Je ne me cache pas du fait que je suis une personne assez paresseuse, je prends par contre de plus en plus de plaisir à faire le grand nettoyage de là où je vis. En partie inspiré par le livre “A Monk’s Guide to a Clean House and Mind” de Shoukei Matsumoto que j’ai feuilleté une fois par hasard au Musée Ludwig de Cologne, je vois de plus en plus le nettoyage d’une maison comme faisant partie du cercle de vie de la poussière qui revient périodiquement. Que ce soit à Macao, à Berlin ou ici à Hamcheu, j’ai la chance d’habiter dans des appartements avec de grandes fenêtres qui entraînent tous le même résultat : beaucoup de poussière. Et, à chaque fois, en nettoyant, je ne peux pas m’empêcher de murmurer la même phrase en cantonais : 

“塵世,塵世呀!” 

[Chan sai, chan sai ah!]

(Poussière-vie, poussière-vie particule-d’exclamation)

(Monde de poussière, monde de poussière!)

Je suis le premier à critiquer ma traduction. “Monde de poussière” ne serait-ce pas là une traduction trop satisfaisante ? Surtout si l’on tient compte du fait que le concept ou le mot “monde” est un concept à la base occidental. Mon but n’est pas non plus de tenir une discussion sur le concept qu’est le mot “monde” aujourd’hui, j’en serais d’ailleurs incapable étant donné que je lis seulement ici et là quelques petites informations de référence à ce sujet. C’est à nouveau par hasard que j’ai (re)trouvé une traduction chinoise de “The Chinese View of Life” de Thomé H. Fang (1899-1977), publiée récemment par la Zhejiang People’s Publishing House. Un livre fort intéressant qui aide à comprendre la vision chinoise du monde. 

On en revient toujours à ce mot, le “monde” ! Mot dont l’étymologie me semble si problématique, tout comme il m’est difficile de trouver l’origine de quoi que ce soit. Puisque ma pensée à été fortement déhiérarchisée par l’influence de Mathilde qui me raconte souvent comment un de ses anciens professeurs disait que l’étymologie n’est en fait que la police des mots qui vient décider de sa signification “originelle”. Mais les choses problématiques éveillent très souvent beaucoup d’intérêt. Pour les gens qui seraient néanmoins intéressés par ce thème, un rapide et unique coup d’oeil à l’étymologie du mot “monde” dans les langues romanes, germaniques, arabo-perso-turciques, etc, permet de voir comment différentes manières de penser se reflètent dans les différentes langues et donne un indice précieux pour comprendre le fait qu’il existe encore un nombre de visions assez diversifiées bien que l’on vive à une époque où tout sur la terre a tendance à être uniformisé. 

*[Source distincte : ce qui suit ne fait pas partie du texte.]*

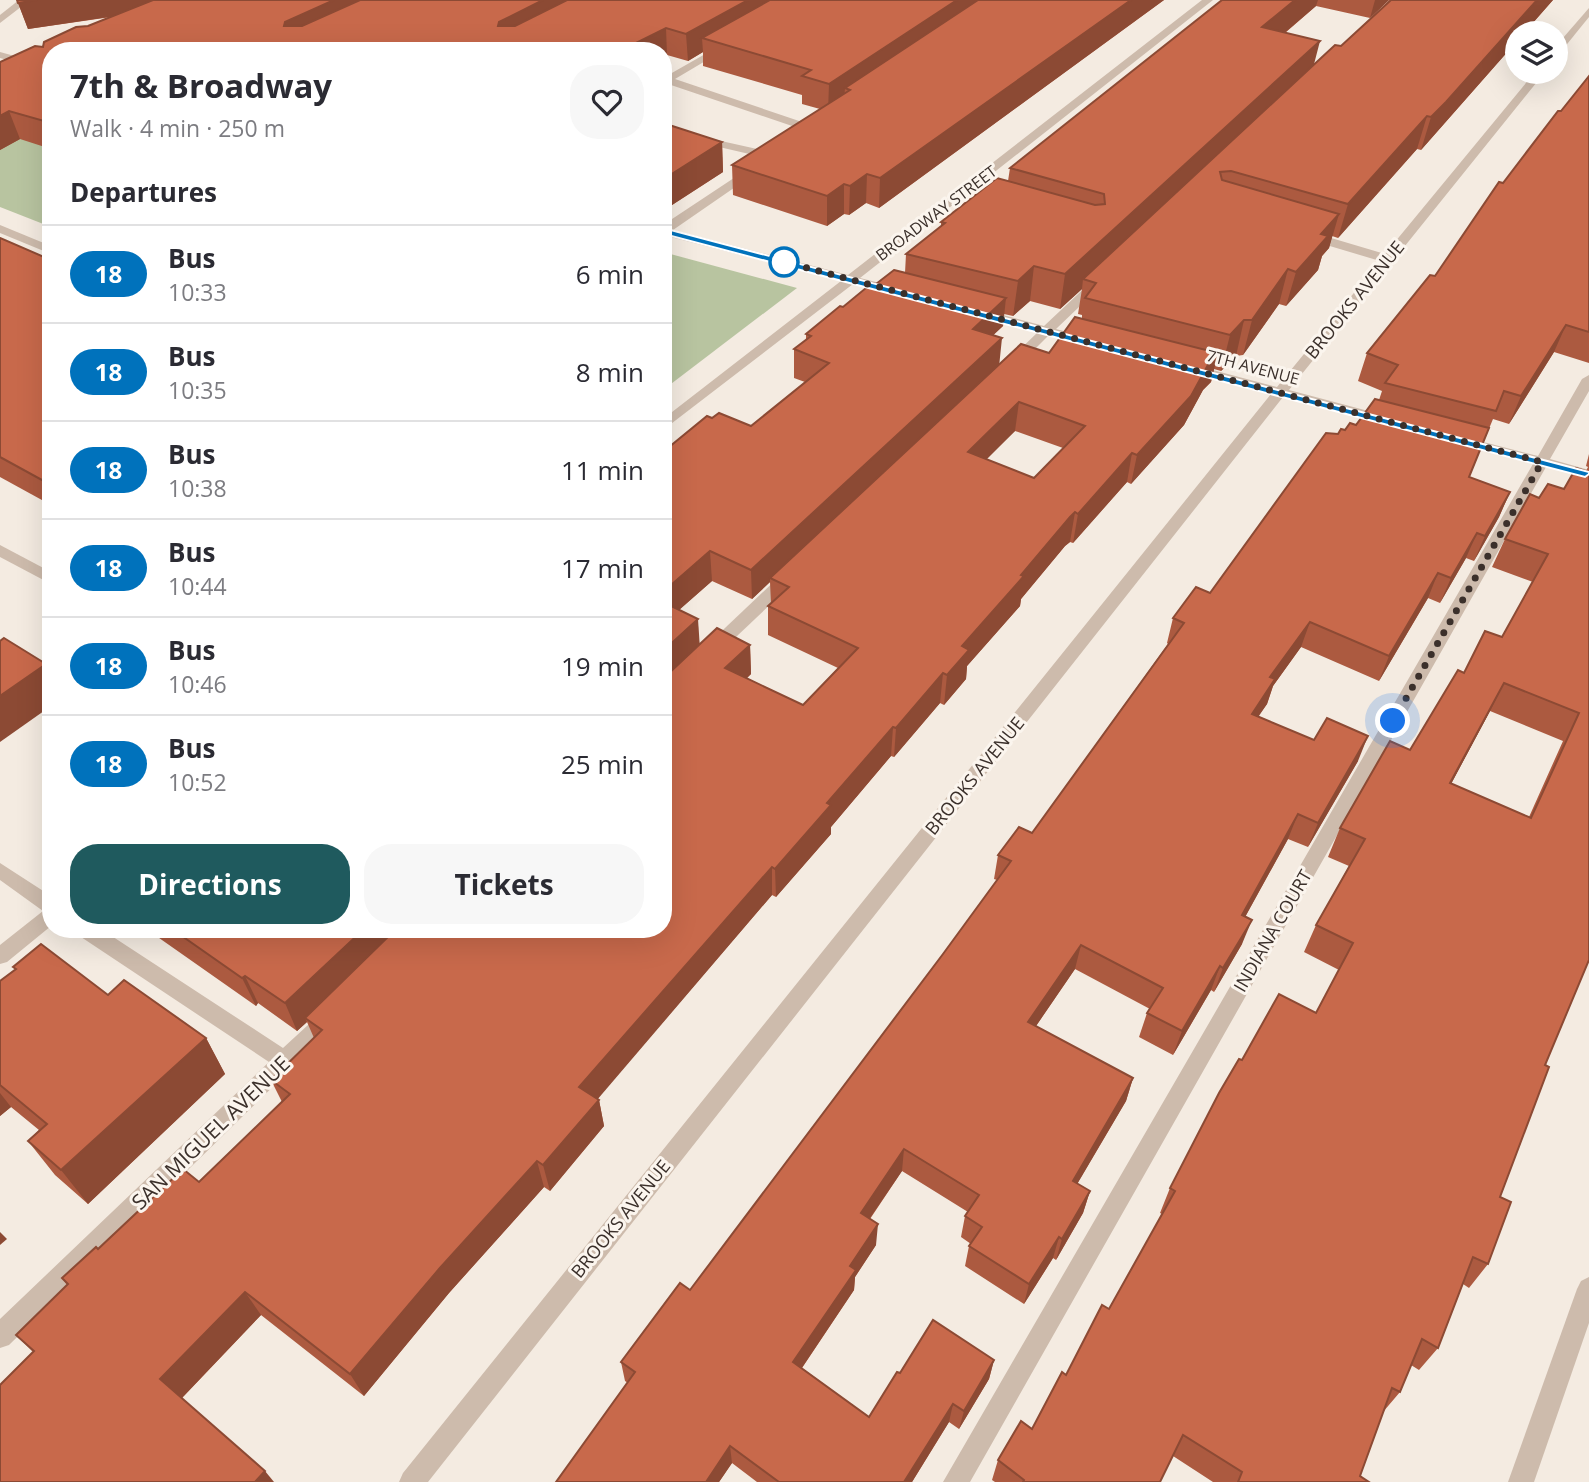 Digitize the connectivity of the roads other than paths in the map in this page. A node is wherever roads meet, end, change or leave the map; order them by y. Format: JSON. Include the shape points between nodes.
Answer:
{"nodes":[{"id":1,"x":25,"y":0,"type":"edge"},
{"id":2,"x":1209,"y":0,"type":"edge"},
{"id":3,"x":1589,"y":11,"type":"edge"},
{"id":4,"x":0,"y":20,"type":"edge"},
{"id":5,"x":1568,"y":37,"type":"edge"},
{"id":6,"x":737,"y":40,"type":"edge"},
{"id":7,"x":0,"y":55,"type":"edge"},
{"id":8,"x":42,"y":65,"type":"edge"},
{"id":9,"x":672,"y":77,"type":"edge"},
{"id":10,"x":672,"y":83,"type":"edge"},
{"id":11,"x":1529,"y":84,"type":"edge"},
{"id":12,"x":824,"y":122,"type":"edge"},
{"id":13,"x":672,"y":133,"type":"edge"},
{"id":14,"x":672,"y":225,"type":"edge"},
{"id":15,"x":0,"y":229,"type":"edge"},
{"id":16,"x":672,"y":233,"type":"edge"},
{"id":17,"x":1298,"y":233,"type":"edge"},
{"id":18,"x":42,"y":246,"type":"edge"},
{"id":19,"x":1388,"y":259,"type":"junction"},
{"id":20,"x":1105,"y":276,"type":"edge"},
{"id":21,"x":849,"y":278,"type":"junction"},
{"id":22,"x":906,"y":293,"type":"edge"},
{"id":23,"x":970,"y":310,"type":"edge"},
{"id":24,"x":1046,"y":331,"type":"junction"},
{"id":25,"x":1099,"y":345,"type":"edge"},
{"id":26,"x":1179,"y":366,"type":"edge"},
{"id":27,"x":1001,"y":374,"type":"edge"},
{"id":28,"x":1589,"y":379,"type":"edge"},
{"id":29,"x":1280,"y":392,"type":"junction"},
{"id":30,"x":672,"y":419,"type":"edge"},
{"id":31,"x":1395,"y":423,"type":"edge"},
{"id":32,"x":1448,"y":437,"type":"edge"},
{"id":33,"x":1542,"y":462,"type":"junction"},
{"id":34,"x":1589,"y":474,"type":"edge"},
{"id":35,"x":0,"y":550,"type":"edge"},
{"id":36,"x":802,"y":564,"type":"edge"},
{"id":37,"x":42,"y":574,"type":"edge"},
{"id":38,"x":703,"y":659,"type":"edge"},
{"id":39,"x":0,"y":870,"type":"edge"},
{"id":40,"x":42,"y":900,"type":"edge"},
{"id":41,"x":42,"y":922,"type":"edge"},
{"id":42,"x":99,"y":938,"type":"edge"},
{"id":43,"x":0,"y":956,"type":"edge"},
{"id":44,"x":343,"y":1005,"type":"edge"},
{"id":45,"x":285,"y":1061,"type":"junction"},
{"id":46,"x":1589,"y":1289,"type":"edge"},
{"id":47,"x":0,"y":1336,"type":"edge"},
{"id":48,"x":412,"y":1482,"type":"edge"},
{"id":49,"x":956,"y":1482,"type":"edge"},
{"id":50,"x":1521,"y":1482,"type":"edge"}],
"edges":[{"from":1,"to":4,"type":"street"},
{"from":2,"to":21,"type":"street","name":"BROADWAY STREET","via":[[966,197]]},
{"from":3,"to":5,"type":"street"},
{"from":6,"to":9,"type":"street"},
{"from":7,"to":8,"type":"street"},
{"from":10,"to":13,"type":"street","via":[[807,127],[758,153]]},
{"from":11,"to":19,"type":"street","name":"BROOKS AVENUE"},
{"from":12,"to":14,"type":"street"},
{"from":15,"to":18,"type":"street"},
{"from":16,"to":21,"type":"street"},
{"from":17,"to":19,"type":"street"},
{"from":19,"to":29,"type":"street","name":"BROOKS AVENUE"},
{"from":20,"to":24,"type":"street"},
{"from":21,"to":22,"type":"street"},
{"from":21,"to":30,"type":"street","name":"BROADWAY STREET"},
{"from":23,"to":24,"type":"street"},
{"from":24,"to":25,"type":"street"},
{"from":24,"to":27,"type":"street"},
{"from":26,"to":29,"type":"street","name":"7TH AVENUE"},
{"from":28,"to":33,"type":"street","name":"INDIANA COURT"},
{"from":29,"to":31,"type":"street","name":"7TH AVENUE"},
{"from":29,"to":48,"type":"street","name":"BROOKS AVENUE"},
{"from":32,"to":33,"type":"street"},
{"from":33,"to":34,"type":"street"},
{"from":33,"to":49,"type":"street","name":"INDIANA COURT"},
{"from":35,"to":37,"type":"street"},
{"from":36,"to":38,"type":"street"},
{"from":39,"to":40,"type":"street"},
{"from":41,"to":43,"type":"street"},
{"from":42,"to":45,"type":"street"},
{"from":44,"to":45,"type":"street","name":"SAN MIGUEL AVENUE"},
{"from":45,"to":47,"type":"street","name":"SAN MIGUEL AVENUE"},
{"from":46,"to":50,"type":"street"}]}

Avant d’aborder le thème de ce que peut bien être ce “monde de poussière”, penchons-nous premièrement sur les équivalents du mot et du concept “monde” en chinois. Les gens qui apprennent une langue est-asiatique l’ont probablement découvert, les deux concepts de temps et d’espace n’étaient dans ces langues pas aussi séparés dans la philosophie “occidentale”, par exemple. Si je mets ici le mot “occidental” entre guillemets, c’est parce que la philosophie est une chose qui est à la base occidentale. Cette “confusion” chinoise du temps et de l’espace n’est par ailleurs pas unique au monde (c’est ce que j’ai du moins appris au hasard de mon apprentissage de la langue persane). 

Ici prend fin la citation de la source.